Three examples of anomalous WPs derived from the 20×20 SOM non-linear classification. (a) Node-averaged (composited) daily-mean 850-hPa θe (K: red–blue shading), 300-hPa GH (m: black contour) and 850-hPa wind (m/s: green vectors) anomalies. The WP-related (b) mean precipitation, (c) 95th percentile precipitation and (d) 100 mm/day rainfall rate (%; probability of precipitation) for each node.

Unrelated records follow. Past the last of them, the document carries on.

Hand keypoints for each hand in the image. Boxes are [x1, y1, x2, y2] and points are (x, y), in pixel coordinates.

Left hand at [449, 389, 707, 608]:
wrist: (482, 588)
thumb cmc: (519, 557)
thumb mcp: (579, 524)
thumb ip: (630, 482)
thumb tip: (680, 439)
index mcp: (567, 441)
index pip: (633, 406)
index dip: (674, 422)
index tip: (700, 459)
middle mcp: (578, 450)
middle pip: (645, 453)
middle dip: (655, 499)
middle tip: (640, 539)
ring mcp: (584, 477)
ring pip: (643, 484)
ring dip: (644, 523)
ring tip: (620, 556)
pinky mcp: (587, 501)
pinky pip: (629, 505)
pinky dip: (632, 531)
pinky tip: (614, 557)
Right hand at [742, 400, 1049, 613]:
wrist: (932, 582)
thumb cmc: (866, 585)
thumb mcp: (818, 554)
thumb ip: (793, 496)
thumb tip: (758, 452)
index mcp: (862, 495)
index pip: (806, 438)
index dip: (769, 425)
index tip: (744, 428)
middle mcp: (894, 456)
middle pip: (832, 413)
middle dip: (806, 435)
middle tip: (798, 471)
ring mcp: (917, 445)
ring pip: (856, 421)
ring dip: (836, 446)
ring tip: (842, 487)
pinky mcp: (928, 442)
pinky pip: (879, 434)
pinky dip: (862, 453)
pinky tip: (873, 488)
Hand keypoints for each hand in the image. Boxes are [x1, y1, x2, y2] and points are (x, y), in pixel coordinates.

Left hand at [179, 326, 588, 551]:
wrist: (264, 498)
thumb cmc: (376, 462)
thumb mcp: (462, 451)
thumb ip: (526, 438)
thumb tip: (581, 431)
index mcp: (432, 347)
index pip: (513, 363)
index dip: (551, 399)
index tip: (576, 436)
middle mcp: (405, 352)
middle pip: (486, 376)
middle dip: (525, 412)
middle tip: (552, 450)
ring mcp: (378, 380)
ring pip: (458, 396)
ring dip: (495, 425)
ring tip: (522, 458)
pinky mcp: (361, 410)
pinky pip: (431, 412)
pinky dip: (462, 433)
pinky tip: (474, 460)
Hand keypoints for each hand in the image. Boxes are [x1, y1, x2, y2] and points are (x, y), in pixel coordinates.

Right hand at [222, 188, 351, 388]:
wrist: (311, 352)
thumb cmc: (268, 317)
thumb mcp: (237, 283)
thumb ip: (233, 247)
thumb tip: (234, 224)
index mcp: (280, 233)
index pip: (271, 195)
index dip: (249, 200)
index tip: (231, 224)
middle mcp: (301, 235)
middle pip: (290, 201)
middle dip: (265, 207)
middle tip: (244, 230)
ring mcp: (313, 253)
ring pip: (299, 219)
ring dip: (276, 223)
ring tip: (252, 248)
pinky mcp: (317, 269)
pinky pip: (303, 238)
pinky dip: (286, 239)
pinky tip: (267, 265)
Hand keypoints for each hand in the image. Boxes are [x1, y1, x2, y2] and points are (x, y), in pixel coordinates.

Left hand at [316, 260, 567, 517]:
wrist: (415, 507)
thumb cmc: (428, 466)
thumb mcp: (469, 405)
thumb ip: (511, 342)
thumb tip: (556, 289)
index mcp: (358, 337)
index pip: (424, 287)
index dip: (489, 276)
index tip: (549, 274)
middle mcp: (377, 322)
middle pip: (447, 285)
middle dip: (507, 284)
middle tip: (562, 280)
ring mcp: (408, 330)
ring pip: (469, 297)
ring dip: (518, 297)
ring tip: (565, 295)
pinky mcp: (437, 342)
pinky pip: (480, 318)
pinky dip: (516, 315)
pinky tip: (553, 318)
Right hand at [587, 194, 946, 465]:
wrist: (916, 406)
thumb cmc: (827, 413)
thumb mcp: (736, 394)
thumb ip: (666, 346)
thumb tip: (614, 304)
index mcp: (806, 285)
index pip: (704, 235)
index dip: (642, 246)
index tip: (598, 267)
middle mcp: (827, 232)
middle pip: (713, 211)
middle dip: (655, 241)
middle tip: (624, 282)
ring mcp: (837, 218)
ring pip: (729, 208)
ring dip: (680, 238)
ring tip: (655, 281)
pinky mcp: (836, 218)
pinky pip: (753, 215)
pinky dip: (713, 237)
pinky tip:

Figure 4 shows the precipitation for observation (upper left), the 20-km GSM (upper right), ensemble-mean downscaled precipitation (lower left) and raw precipitation (lower right) of EPS (60-km GSM) in the 1-d forecast for 6 August 2011 (Fig. 4a) as well as the mean of August–September 2011 (Fig. 4b). The downscaled precipitation here is obtained from the node mean in the SOM. As expected, because of the relatively low spatial resolution of the EPS, the precipitation response in the EPS raw precipitation cannot capture either the spatial distribution or the intensity of local precipitation (lower right in Fig. 4a and b). However, by using the SOM-based empirical downscaling, the predicted precipitation captures relatively well the overall features (such as orographic precipitation) found in the observed precipitation. The seasonal mean (AS) precipitation is also significantly improved (lower left in Fig. 4b). It is conceivable that the weekly ensemble via the downscaling provides comparable or better results (detailed precipitation distribution) with those of the 20-km high-resolution GSM.

Fig. 4  

(a) Daily mean precipitation (mm/day) on 6 August 2011 for observed, 20 km GSM (no ensemble), SOM downscaling (ensemble mean) and 60-km GSM (ensemble mean). (b) is same as (a) except for August–September.

A heavy rainstorm caused by a stationary front (Baiu front) struck the northern Kyushu region from 19 to 26 July 2009. The Kyushu region is the region shaded orange in Fig. 1. An extraordinarily strong rainstorm was recorded in the region, and it resulted in widespread flash flooding, landslides and debris flow disasters that claimed the lives of about 30 people. Rainfall totals during this 1 week exceeded 600 mm in the centre of northern Kyushu. Figure 5a shows the footprint of 51 weekly ensembles on the SOM lattice predicted from 19 July 2009. The solid box in Fig. 5 represents the actual state (closest WP, i.e., best matching node of the reanalysis). It is worth mentioning here that the top (right) edge of the 20×20 SOM lattice is connected to the bottom (left) edge because we used the torus-type SOM. The frequency occurrence of each SOM pattern results from mapping the 51 ensembles to the SOM. If the ensemble forecasts are ‘perfect’, there would be a very dark square with solid black box for the pattern matched by the reanalysis data indicating that all forecast ensembles matched the observations. The spread of boxes indicates the range of skill of the ensemble members and this varies according to forecast days. The WP frequencies of the ensemble forecasts extend gradually on the SOM while maintaining the aggregation to some extent. In this case, it is conceivable that the medium-range ensemble forecast captures relatively well the atmospheric condition of the actual state (except for the day 4 forecast). This analysis provides an effective way to visually grasp the broadening of ensembles.

Fig. 5  

(a) SOM frequency (best matched) of the 51 ensemble members on the 20×20 SOM lattice for forecast days 1–7. Solid black box represents the actual state. (b) Daily mean precipitation obtained from the downscaling for forecast days 1–7. The spread of the ensemble for GSM raw is presented by the green-shaded box (EPS raw). The node-mean downscaled precipitation (S-DS) and its ensemble mean are represented by black ‘×’ mark and horizontal bar, respectively. Composited PDFs of downscaled precipitation obtained from the SOM are represented by red error bar. Observational precipitation (actual state) is represented by the grey bar.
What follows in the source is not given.